Tuesday, March 17, 2009

Sgt. Pepper's Lonely Hearts Club Gang


Thug Life is not as glamourous as Tupac would make you think.

Reading Native Son, I have been thinking a lot about gang violence. What really fascinates me is how someone can transform their sadness and emptiness into such a violent hate. Maybe that is why this article from National Public Radio caught my eye. Despite the fact that the interview is not of the race specified by my assignment, I believe that at the core of the story is something human that any race, sex, or religion can relate to. 

NPR interviewed Susan Cruz, a former member of MS-13, a Salvadorian gang the began in the early 80’s. My attention was grasped in wanting to know the origin of this woman’s “gang-ship”. She begins by describing a very vivid memory of her United States life, one that any person that is different can relate to. In a game of Four-Square, Susan, at the age of eight and being a girl who has no idea of the rules, and barely a grasp on English, was stunned on the playground. Being surrounded by those different than her, she was stunned and unable to do anything. Wanting the ball back, a blond-haired blue-eyed girl walked up to her and punched her in the nose. Susan punched back and got a day’s suspension for it. The Salvadorian kids banded together as a survival method. Here’s the part that got me. “After being victimized people get tired and they start taking stands”. Her life taught her “switching roles from predator to pray has a lot to do with feeling like you have no other recourse”. So, I thought of a cornered animal, a last stand, the 300 Spartans- anything that where the victim has no where left to run, so they must fight.

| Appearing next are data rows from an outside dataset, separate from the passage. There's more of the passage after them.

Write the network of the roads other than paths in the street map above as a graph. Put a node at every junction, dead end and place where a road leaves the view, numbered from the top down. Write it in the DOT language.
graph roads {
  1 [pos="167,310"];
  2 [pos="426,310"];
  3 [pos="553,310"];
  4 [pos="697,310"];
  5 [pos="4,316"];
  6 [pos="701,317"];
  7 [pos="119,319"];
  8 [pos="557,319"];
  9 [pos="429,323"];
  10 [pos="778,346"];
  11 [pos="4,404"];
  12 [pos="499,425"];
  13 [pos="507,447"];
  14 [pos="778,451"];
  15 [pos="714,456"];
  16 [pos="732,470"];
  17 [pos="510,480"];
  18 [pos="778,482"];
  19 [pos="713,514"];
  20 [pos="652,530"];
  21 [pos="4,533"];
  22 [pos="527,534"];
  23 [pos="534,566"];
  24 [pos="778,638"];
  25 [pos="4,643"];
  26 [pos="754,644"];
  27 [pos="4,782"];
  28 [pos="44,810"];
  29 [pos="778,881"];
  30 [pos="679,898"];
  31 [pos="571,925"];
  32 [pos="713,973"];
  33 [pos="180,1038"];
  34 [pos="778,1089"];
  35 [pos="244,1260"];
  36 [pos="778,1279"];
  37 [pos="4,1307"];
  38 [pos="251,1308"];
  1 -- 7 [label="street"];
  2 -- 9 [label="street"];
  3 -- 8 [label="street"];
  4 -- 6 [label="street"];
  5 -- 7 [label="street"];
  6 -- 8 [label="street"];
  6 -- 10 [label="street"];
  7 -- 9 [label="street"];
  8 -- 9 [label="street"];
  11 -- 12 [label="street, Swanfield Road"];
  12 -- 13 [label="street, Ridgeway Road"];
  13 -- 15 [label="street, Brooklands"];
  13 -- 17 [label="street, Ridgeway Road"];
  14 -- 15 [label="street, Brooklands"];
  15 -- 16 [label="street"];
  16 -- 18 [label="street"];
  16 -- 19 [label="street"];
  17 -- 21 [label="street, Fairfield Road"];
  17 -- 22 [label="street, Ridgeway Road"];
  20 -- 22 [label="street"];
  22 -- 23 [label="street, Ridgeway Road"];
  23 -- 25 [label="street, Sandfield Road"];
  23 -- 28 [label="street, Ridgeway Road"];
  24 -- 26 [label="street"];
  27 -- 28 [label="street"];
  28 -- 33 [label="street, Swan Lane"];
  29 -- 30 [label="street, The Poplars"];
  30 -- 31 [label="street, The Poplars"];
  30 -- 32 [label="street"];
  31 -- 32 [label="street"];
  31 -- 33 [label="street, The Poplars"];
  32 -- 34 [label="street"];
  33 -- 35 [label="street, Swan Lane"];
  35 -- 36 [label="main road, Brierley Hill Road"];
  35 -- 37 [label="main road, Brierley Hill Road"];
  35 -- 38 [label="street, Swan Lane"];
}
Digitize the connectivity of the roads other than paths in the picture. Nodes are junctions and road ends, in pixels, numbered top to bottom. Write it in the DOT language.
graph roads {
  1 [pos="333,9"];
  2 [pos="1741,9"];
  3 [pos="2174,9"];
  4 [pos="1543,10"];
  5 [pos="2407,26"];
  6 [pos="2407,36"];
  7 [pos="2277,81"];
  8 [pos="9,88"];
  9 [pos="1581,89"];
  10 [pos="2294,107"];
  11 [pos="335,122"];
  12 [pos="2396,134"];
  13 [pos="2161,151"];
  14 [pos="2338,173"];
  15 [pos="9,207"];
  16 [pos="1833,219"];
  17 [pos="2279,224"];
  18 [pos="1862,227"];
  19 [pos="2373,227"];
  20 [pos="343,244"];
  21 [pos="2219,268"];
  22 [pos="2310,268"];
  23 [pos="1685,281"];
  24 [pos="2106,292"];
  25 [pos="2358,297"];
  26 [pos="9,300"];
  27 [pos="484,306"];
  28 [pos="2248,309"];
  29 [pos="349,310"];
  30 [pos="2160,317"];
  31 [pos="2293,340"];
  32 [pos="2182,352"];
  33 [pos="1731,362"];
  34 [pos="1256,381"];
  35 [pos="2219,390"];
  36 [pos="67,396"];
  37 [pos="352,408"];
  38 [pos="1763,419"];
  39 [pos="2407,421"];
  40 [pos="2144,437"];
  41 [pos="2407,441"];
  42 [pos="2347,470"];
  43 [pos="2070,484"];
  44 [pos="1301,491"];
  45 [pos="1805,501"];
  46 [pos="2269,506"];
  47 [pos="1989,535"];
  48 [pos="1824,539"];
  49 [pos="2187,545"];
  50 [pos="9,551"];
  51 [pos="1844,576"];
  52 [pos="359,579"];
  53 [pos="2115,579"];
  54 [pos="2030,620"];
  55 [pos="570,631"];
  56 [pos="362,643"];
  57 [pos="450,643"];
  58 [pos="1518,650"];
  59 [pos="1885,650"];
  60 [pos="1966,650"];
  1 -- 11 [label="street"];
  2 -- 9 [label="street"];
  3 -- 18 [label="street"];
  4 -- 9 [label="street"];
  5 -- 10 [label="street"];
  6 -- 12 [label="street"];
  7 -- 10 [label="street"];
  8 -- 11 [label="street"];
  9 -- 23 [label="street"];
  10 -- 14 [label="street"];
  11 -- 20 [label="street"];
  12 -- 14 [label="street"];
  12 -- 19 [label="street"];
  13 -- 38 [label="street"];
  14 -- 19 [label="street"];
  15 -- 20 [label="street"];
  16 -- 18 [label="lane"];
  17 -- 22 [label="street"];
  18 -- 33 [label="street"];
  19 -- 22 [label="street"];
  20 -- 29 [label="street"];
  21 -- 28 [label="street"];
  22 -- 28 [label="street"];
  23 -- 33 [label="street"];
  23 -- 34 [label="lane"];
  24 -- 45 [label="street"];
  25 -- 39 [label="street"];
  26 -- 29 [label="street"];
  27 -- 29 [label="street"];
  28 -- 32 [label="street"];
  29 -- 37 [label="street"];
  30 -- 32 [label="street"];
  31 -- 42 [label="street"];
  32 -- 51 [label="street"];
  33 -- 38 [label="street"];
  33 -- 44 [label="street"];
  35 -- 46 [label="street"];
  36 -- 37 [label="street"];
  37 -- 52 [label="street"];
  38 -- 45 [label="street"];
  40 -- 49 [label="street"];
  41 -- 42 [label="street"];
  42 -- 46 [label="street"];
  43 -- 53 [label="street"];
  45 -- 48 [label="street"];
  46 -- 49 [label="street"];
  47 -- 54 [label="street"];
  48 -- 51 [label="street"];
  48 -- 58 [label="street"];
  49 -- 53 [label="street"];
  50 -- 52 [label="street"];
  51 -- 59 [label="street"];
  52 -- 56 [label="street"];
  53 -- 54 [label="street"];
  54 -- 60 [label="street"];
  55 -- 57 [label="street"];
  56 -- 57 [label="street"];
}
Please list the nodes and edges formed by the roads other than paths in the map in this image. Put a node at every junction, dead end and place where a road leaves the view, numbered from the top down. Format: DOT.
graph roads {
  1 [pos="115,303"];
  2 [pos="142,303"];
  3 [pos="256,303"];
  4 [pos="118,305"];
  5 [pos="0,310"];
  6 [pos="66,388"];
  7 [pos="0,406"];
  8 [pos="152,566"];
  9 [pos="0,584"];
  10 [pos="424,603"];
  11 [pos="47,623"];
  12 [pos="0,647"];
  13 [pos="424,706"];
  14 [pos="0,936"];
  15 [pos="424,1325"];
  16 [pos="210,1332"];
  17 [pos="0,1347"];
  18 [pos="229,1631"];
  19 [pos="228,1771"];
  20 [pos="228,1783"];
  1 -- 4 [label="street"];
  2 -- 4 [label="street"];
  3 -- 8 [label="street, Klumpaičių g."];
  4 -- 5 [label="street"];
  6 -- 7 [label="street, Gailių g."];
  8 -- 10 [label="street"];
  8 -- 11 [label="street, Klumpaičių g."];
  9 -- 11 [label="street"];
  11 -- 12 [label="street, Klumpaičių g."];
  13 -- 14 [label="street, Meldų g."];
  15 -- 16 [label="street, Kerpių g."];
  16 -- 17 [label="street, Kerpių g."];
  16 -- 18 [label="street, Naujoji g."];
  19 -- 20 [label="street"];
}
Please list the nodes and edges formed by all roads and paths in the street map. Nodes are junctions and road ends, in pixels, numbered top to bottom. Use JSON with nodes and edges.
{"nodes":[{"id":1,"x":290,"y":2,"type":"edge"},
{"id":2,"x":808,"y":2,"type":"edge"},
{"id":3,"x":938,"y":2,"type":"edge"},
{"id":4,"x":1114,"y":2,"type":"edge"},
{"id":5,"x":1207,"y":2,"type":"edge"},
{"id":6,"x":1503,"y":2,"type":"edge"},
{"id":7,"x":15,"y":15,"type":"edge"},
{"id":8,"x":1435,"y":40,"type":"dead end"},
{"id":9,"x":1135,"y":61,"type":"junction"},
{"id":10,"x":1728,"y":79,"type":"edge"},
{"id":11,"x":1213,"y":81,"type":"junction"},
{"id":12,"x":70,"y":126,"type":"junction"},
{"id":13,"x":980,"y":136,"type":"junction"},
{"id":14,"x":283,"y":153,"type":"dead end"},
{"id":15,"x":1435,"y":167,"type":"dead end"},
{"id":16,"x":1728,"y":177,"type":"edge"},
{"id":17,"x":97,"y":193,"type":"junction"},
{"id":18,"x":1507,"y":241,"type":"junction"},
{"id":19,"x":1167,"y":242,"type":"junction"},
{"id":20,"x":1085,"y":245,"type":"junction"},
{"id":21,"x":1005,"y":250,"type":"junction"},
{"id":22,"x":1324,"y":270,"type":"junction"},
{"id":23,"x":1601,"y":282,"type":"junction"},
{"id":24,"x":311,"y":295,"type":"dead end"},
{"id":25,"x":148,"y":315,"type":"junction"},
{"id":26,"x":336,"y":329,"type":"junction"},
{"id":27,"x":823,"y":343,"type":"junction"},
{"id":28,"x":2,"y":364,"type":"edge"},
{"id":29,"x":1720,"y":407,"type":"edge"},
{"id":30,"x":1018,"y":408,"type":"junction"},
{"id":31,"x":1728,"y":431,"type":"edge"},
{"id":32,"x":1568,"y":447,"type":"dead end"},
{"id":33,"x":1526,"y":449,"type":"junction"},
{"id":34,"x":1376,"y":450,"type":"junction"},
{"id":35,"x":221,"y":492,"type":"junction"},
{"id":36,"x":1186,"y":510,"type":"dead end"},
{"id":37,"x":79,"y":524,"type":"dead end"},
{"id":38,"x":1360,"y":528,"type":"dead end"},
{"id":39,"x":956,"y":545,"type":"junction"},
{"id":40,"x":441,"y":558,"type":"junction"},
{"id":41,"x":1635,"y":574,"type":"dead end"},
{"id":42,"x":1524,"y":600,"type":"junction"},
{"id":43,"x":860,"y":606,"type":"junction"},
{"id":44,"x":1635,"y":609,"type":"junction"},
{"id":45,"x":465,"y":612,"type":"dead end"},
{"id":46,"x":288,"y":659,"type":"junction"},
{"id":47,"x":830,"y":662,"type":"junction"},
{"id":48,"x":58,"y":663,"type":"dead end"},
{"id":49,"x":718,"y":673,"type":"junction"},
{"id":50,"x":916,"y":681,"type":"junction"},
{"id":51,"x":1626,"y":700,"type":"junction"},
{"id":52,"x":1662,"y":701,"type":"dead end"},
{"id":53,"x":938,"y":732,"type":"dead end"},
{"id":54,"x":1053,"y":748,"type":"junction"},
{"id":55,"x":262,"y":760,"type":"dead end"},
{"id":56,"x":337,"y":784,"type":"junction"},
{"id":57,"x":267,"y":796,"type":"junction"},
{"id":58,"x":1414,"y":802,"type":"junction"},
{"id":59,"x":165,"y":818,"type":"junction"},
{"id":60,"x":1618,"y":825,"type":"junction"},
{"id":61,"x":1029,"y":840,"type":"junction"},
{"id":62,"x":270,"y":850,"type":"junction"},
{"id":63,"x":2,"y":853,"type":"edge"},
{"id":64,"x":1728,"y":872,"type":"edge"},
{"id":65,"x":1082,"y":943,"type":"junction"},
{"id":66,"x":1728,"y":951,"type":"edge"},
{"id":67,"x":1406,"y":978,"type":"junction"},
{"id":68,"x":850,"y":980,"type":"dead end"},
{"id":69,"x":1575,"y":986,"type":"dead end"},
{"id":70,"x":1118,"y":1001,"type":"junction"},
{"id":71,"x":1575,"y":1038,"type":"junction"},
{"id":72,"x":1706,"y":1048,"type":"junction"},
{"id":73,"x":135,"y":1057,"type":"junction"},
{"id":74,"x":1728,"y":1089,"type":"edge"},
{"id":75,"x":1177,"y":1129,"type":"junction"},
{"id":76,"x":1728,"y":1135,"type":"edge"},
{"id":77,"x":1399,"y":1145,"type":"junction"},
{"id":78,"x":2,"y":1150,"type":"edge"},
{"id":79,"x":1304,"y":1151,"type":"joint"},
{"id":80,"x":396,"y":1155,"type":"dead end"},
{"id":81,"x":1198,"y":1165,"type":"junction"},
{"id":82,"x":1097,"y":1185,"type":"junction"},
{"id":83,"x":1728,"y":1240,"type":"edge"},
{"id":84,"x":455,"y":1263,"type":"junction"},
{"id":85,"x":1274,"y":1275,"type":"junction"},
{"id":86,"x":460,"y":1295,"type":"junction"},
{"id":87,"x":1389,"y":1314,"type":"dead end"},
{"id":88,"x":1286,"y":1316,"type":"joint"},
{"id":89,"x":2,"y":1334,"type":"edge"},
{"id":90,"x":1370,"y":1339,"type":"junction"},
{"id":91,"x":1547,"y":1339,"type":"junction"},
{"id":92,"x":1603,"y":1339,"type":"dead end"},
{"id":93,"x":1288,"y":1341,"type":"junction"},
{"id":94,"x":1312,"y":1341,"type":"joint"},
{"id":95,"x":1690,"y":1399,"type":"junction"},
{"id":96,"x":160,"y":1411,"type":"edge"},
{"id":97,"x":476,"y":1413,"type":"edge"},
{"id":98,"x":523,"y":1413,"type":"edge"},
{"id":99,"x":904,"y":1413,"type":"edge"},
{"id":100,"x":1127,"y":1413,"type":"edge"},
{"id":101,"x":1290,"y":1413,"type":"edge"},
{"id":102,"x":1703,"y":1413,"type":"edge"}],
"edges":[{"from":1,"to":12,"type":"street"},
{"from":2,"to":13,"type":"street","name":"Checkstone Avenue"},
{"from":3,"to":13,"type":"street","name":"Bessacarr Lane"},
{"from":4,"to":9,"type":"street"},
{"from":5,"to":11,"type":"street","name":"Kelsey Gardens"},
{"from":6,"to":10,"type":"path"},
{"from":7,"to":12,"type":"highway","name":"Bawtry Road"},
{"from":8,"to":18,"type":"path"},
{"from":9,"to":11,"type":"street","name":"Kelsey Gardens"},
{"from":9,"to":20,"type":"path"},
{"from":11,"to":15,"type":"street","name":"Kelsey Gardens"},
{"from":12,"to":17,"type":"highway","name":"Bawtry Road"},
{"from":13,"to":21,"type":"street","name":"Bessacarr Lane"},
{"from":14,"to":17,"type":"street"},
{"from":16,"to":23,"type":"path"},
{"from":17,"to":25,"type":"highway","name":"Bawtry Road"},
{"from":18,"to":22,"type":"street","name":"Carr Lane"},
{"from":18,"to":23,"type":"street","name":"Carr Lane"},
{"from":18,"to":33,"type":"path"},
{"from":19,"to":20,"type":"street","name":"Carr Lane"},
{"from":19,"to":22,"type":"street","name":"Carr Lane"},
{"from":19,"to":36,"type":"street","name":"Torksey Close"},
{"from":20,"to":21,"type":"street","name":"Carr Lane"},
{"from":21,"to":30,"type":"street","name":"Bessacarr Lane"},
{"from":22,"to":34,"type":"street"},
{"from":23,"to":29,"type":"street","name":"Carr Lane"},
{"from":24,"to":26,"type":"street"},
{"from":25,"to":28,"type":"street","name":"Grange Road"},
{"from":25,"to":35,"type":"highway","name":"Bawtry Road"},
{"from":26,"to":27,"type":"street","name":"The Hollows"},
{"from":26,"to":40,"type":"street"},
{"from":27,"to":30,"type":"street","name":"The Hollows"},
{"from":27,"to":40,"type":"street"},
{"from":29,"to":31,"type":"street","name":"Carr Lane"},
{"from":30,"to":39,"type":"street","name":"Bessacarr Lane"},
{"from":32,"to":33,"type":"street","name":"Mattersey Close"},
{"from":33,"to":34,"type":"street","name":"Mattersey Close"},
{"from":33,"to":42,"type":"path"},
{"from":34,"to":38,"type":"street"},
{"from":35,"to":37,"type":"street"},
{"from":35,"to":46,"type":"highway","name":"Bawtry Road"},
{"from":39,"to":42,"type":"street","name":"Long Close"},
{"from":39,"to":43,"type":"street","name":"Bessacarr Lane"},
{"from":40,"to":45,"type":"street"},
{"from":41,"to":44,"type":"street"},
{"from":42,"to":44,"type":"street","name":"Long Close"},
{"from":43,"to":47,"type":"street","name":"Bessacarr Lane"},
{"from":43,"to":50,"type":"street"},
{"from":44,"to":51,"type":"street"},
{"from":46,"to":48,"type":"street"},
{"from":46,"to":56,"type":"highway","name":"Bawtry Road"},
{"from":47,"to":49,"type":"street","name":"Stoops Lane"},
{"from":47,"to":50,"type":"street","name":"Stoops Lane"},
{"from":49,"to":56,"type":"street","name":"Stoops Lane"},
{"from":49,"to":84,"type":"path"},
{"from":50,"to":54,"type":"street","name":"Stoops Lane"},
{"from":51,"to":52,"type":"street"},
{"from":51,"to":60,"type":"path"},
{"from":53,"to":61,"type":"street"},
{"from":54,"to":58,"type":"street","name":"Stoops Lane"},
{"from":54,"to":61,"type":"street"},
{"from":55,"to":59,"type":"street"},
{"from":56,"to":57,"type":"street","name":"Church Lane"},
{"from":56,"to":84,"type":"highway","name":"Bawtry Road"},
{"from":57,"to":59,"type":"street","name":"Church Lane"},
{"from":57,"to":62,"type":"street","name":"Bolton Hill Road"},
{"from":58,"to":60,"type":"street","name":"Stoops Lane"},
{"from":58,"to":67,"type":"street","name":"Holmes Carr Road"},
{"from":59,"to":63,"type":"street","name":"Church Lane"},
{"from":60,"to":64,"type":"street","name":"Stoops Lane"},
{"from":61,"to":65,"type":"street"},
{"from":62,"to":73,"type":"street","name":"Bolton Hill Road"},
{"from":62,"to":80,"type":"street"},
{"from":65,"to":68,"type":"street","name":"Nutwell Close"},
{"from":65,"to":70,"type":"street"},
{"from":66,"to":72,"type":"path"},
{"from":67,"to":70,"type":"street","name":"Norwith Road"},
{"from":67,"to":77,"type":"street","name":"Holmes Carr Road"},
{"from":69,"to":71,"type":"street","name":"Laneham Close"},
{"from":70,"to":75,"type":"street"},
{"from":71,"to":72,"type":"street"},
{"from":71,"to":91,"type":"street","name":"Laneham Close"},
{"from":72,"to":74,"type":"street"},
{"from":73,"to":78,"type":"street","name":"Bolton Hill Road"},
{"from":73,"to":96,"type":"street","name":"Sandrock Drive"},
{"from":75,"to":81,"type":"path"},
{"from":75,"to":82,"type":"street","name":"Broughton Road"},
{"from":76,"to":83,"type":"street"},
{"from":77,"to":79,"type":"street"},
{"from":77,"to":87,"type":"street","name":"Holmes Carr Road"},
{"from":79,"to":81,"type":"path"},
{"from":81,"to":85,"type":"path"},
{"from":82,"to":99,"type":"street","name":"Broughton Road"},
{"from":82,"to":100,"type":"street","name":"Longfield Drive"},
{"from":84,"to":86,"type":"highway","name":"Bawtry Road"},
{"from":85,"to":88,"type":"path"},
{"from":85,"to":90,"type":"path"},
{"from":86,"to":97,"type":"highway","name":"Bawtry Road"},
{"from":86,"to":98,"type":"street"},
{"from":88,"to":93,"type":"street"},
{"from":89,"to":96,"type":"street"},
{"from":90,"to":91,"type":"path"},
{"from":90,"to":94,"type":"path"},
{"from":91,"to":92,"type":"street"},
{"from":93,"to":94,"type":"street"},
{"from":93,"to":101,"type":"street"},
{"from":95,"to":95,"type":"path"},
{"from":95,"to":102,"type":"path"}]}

Not many Americans would find America to be a “hostile environment”, but Susan most definitely did. She reminds me of Bigger, the protagonist of Native Son by Richard Wright. They both feel caged by the stereotypes that America give them – while Susan is portrayed as incompetent , African Americans are portrayed as undomesticated beasts. Both are poor, both are ashamed, and both turn to their fellow discriminated for help. Unfortunately, their feeling of belonging leads to crime.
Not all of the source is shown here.